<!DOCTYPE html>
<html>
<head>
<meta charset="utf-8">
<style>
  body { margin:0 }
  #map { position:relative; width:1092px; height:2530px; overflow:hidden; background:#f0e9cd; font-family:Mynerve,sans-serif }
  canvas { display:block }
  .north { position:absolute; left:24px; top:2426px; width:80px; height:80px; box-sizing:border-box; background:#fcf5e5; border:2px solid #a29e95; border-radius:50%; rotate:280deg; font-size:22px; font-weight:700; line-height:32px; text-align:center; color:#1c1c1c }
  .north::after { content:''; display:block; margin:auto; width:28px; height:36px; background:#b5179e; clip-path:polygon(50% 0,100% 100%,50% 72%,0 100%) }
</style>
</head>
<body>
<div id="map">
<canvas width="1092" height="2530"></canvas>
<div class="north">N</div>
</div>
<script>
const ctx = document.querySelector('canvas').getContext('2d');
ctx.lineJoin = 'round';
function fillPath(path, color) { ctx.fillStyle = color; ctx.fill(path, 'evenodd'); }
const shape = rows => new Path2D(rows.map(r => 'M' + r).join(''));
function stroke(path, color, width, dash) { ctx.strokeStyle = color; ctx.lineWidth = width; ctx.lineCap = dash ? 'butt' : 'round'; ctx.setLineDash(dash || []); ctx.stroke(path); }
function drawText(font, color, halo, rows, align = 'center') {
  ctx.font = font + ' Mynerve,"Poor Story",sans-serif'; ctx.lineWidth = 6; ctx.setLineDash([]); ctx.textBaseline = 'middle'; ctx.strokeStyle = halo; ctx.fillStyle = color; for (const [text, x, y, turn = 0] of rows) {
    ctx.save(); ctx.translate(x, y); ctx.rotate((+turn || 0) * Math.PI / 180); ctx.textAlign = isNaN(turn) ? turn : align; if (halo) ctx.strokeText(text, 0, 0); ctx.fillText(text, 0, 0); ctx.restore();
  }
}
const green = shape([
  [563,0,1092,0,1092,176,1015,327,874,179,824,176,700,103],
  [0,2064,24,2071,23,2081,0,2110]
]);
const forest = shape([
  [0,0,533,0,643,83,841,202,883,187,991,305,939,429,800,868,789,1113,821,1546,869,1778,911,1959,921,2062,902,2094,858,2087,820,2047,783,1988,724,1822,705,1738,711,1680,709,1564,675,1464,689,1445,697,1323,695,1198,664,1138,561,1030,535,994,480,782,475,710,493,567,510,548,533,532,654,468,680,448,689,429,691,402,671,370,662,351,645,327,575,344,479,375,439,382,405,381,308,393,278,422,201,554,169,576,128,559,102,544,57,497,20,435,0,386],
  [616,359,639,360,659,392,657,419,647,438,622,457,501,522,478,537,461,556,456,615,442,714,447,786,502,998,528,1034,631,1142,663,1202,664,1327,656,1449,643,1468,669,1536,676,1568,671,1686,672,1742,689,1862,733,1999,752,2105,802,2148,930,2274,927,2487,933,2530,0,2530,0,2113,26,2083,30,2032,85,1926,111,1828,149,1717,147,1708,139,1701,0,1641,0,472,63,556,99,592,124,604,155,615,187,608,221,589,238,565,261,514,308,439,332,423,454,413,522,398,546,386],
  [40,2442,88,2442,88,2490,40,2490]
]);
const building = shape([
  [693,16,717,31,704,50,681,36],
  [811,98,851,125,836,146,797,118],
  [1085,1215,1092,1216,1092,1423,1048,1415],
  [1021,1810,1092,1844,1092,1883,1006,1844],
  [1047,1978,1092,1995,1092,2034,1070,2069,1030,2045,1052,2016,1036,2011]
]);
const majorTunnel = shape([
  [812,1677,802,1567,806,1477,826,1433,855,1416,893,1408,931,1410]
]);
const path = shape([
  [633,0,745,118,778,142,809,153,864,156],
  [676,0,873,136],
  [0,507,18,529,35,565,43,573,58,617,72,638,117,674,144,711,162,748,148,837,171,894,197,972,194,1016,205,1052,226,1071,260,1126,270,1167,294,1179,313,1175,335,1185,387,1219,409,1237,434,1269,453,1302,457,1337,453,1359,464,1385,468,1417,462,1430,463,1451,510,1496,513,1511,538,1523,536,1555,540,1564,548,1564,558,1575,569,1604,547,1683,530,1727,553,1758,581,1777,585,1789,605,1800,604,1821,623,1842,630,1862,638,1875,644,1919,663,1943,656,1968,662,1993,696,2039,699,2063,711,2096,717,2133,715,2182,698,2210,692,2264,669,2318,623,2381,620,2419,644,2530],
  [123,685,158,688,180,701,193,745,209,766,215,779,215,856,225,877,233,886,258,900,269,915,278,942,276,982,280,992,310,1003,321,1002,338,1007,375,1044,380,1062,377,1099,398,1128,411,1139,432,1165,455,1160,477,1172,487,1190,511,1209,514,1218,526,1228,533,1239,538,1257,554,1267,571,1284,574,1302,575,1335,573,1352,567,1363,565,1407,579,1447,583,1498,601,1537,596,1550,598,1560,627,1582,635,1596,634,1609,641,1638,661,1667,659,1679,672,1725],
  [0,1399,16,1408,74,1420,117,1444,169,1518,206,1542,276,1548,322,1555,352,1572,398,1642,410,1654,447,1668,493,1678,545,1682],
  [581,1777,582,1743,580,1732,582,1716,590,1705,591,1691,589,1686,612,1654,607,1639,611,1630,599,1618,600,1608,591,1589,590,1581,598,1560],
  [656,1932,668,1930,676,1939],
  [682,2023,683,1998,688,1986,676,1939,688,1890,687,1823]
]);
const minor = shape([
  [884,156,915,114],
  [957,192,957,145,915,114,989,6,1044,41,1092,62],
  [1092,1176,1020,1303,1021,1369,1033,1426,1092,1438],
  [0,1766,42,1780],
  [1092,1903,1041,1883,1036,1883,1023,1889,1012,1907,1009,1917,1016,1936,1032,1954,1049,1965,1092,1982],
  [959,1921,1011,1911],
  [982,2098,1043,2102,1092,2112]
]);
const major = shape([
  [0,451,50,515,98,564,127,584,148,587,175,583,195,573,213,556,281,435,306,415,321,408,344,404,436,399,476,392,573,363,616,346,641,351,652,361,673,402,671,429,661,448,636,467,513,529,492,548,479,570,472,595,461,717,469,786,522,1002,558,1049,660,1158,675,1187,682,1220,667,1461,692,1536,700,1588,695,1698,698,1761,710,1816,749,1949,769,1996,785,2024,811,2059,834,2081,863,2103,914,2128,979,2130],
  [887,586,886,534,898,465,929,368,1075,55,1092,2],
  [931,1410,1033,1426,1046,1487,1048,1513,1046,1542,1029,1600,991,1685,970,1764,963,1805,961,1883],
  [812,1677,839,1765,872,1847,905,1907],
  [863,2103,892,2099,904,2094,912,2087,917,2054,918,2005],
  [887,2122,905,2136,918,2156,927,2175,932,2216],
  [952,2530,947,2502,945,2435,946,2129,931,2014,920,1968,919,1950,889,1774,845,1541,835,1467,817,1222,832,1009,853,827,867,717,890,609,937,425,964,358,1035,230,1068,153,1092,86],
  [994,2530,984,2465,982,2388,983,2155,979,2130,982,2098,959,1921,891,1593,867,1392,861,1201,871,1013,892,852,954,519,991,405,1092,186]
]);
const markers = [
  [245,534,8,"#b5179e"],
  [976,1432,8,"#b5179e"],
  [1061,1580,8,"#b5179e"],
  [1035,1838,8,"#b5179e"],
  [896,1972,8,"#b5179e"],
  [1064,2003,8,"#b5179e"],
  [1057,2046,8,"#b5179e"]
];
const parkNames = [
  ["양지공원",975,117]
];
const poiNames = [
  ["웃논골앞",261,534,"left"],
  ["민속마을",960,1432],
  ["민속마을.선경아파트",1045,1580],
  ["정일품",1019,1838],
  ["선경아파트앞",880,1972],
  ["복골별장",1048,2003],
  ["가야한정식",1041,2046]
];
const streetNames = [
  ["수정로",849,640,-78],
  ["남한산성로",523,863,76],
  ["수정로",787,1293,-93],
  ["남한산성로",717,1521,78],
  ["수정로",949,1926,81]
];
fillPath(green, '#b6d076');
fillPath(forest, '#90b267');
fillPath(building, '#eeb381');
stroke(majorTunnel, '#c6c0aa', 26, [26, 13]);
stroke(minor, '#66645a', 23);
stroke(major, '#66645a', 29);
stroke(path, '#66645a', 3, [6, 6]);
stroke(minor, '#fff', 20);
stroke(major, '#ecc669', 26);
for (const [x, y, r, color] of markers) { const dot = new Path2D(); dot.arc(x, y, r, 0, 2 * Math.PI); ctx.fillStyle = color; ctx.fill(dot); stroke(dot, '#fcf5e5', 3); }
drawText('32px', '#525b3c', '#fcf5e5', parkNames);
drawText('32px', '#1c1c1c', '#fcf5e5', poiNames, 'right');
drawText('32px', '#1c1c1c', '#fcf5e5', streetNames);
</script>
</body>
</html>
___
__Task goal__.
I'd like every line with the string "font" copied from the listing.

__Written response__.
  #map { position:relative; width:1092px; height:2530px; overflow:hidden; background:#f0e9cd; font-family:Mynerve,sans-serif }
  .north { position:absolute; left:24px; top:2426px; width:80px; height:80px; box-sizing:border-box; background:#fcf5e5; border:2px solid #a29e95; border-radius:50%; rotate:280deg; font-size:22px; font-weight:700; line-height:32px; text-align:center; color:#1c1c1c }
function drawText(font, color, halo, rows, align = 'center') {
  ctx.font = font + ' Mynerve,"Poor Story",sans-serif'; ctx.lineWidth = 6; ctx.setLineDash([]); ctx.textBaseline = 'middle'; ctx.strokeStyle = halo; ctx.fillStyle = color; for (const [text, x, y, turn = 0] of rows) {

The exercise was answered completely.